The yogurt rice recipe I’m sharing here comes straight from my auntie Prabha. She learned how to make it from my late auntie Revathy, who was the one who made it with such care so many years ago. Today, I make yogurt rice when I’m craving a taste of home and my heritage, which means I’ve made it frequently in the past year. It’s light yet satisfying enough to be the main event, whether for breakfast, lunch, or dinner — the latter especially so as the weather continues to warm up. Or it can be served at the end of a South Indian meal, as is traditional. However you enjoy it, I hope it brings you as much comfort as it does to me.

Yogurt Rice

This classic South Indian dish, also known as curd rice, is cooling, comforting, and perfectly spiced.

Prep time 10 minutes

Cook time 20 minutes to 23 minutes

Serves 4 to 6

Nutritional Info


  • 1 1/2 cups


  • 1 cup

    white basmati rice

  • 1/4 cup

    fresh, frozen, or dried unsweetened grated or shredded coconut

  • 1

    (1/2-inch) piece fresh ginger

  • 1

    fresh green Indian or serrano pepper

  • 1/4 cup

    lightly packed fresh cilantro leaves and tender stems

  • 1 cup

    whole or reduced fat milk

  • 2 cups

    plain whole-milk yogurt (not Greek)

  • 1 teaspoon

    kosher salt

  • 2 tablespoons

    vegetable oil

  • 1

    dried red chile, such as Guntur Sannam, cayenne, or arbol

  • 2 teaspoons

    black or brown mustard seeds

  • 2 teaspoons

    chana dal (dried split chickpeas)

  • 2 teaspoons

    skinned urad dal (dried split matpe beans)

  • 15

    fresh curry leaves

  • 2 tablespoons

    roasted cashew halves and pieces, preferably unsalted

  • Pinch asafoetida (hing) powder


  1. Bring 1 1/2 cups water to a boil in a covered small saucepan over high heat. Meanwhile, place 1 cup basmati rice in a fine-mesh strainer. Rinse under cool running water until the water runs clear. Drain well.
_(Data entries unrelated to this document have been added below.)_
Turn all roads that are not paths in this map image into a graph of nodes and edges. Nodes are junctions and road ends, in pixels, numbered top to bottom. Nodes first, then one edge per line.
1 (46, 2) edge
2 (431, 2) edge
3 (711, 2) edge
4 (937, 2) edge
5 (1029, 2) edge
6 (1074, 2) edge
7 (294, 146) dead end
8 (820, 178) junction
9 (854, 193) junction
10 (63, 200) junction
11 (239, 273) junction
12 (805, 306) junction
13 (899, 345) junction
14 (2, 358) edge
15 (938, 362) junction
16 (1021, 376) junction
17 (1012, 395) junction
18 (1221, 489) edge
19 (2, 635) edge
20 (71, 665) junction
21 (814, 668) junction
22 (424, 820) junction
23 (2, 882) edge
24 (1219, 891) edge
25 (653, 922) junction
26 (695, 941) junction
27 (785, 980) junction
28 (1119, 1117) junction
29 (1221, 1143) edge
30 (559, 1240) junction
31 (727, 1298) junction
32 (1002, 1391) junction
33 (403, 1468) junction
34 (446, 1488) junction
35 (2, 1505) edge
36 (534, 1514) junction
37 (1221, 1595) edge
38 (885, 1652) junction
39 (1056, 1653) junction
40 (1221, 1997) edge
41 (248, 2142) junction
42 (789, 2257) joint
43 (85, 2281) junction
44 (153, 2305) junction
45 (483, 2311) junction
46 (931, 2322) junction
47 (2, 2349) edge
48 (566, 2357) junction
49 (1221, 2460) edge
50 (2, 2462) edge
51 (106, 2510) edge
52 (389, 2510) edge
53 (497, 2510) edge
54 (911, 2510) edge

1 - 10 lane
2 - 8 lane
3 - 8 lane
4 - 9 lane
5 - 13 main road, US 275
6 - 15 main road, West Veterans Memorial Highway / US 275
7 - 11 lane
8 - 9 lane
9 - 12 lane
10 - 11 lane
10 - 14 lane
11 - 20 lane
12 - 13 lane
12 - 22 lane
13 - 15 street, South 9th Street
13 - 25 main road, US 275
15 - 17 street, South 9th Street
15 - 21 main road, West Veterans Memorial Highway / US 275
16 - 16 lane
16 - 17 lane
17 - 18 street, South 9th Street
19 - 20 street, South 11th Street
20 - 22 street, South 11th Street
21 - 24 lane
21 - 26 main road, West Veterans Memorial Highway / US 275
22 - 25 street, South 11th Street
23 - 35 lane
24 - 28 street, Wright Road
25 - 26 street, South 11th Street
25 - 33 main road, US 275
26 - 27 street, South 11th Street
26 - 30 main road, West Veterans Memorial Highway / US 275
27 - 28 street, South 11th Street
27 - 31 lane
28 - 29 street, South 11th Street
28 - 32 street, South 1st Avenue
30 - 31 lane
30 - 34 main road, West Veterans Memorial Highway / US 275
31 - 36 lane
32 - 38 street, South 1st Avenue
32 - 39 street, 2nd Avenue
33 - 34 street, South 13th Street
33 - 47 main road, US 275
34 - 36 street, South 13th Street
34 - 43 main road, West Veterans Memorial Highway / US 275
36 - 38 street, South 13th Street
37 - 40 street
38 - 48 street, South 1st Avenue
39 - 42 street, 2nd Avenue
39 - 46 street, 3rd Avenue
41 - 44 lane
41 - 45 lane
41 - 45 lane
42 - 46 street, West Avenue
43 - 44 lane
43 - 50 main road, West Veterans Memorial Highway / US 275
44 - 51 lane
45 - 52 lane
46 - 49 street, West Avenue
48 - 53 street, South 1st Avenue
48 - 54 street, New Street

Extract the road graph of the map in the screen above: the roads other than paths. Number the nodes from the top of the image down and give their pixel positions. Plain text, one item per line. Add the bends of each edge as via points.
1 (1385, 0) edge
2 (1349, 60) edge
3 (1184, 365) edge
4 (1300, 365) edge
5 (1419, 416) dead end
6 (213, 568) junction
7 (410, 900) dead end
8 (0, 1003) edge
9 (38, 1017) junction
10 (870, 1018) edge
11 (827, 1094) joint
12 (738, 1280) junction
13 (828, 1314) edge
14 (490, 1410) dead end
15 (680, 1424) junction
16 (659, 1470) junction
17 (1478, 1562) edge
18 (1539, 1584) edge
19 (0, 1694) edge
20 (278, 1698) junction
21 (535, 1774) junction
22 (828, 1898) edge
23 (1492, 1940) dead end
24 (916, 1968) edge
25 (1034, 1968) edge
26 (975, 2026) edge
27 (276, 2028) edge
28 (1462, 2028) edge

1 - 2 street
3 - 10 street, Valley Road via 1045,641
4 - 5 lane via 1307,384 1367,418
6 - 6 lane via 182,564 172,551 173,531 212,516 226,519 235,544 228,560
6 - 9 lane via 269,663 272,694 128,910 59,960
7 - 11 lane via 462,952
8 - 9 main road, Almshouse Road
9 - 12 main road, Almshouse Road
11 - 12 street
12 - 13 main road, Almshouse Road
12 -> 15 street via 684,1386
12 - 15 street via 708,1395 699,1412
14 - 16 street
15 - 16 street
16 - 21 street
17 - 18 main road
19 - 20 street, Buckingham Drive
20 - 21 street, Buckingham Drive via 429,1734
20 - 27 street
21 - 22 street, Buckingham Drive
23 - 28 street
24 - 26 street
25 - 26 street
  2. Stir the rice into the boiling water. Bring back to a gentle simmer. Cover, reduce the heat to low, and cook until the water is absorbed, 18 to 20 minutes. Meanwhile, thaw 1/4 cup grated frozen coconut, or add a little hot water to 1/4 cup dried coconut to plump up and rehydrate. Peel and finely grate 1/2-inch piece fresh ginger (about 1 teaspoon). Trim and thinly slice 1 Indian green or serrano pepper crosswise into rounds (remove the seeds if you prefer milder heat).

  3. Remove the saucepan of rice from the heat and let stand, covered, for 10 minutes. Uncover, fluff with a fork, transfer to a large bowl. Pour 1 cup whole or reduced fat milk over the rice. Let stand, stirring occasionally, until the rice is cooled to room temperature and almost all the milk is absorbed, about 10 minutes.

  4. Stir in the coconut, 2 cups plain yogurt, and 1 teaspoon kosher salt.

  5. Heat 2 tablespoons vegetable oil in a small saucepan or skillet over medium heat until shimmering. Break 1 dried red chile into small pieces with your hands and add it to the pan. Add the sliced pepper, 2 teaspoons mustard seeds, 2 teaspoons chana dal, and 2 teaspoons skinned urad dal. Stir to coat with the oil and reduce the heat to medium-low.

  6. Cook, stirring often so they evenly toast, until the dals turn golden brown and the mixture smells nutty, 2 to 3 minutes. Add the ginger, 15 fresh curry leaves, 2 tablespoons cashews, and a pinch of asafoetida, and stir to combine. Remove from the heat.

  7. Scrape the spiced oil into the yogurt rice and stir to combine. Transfer to individual serving bowls or one large serving bowl, and garnish with the chopped cilantro before serving.

Recipe Notes

Make ahead: The yogurt rice, with the spiced oil but without the cilantro, can be made a day ahead. Refrigerate in an airtight container and let come to room temperature before garnishing and serving.

Storage: Leftovers can be refrigerated in an airtight container for up to 3 days.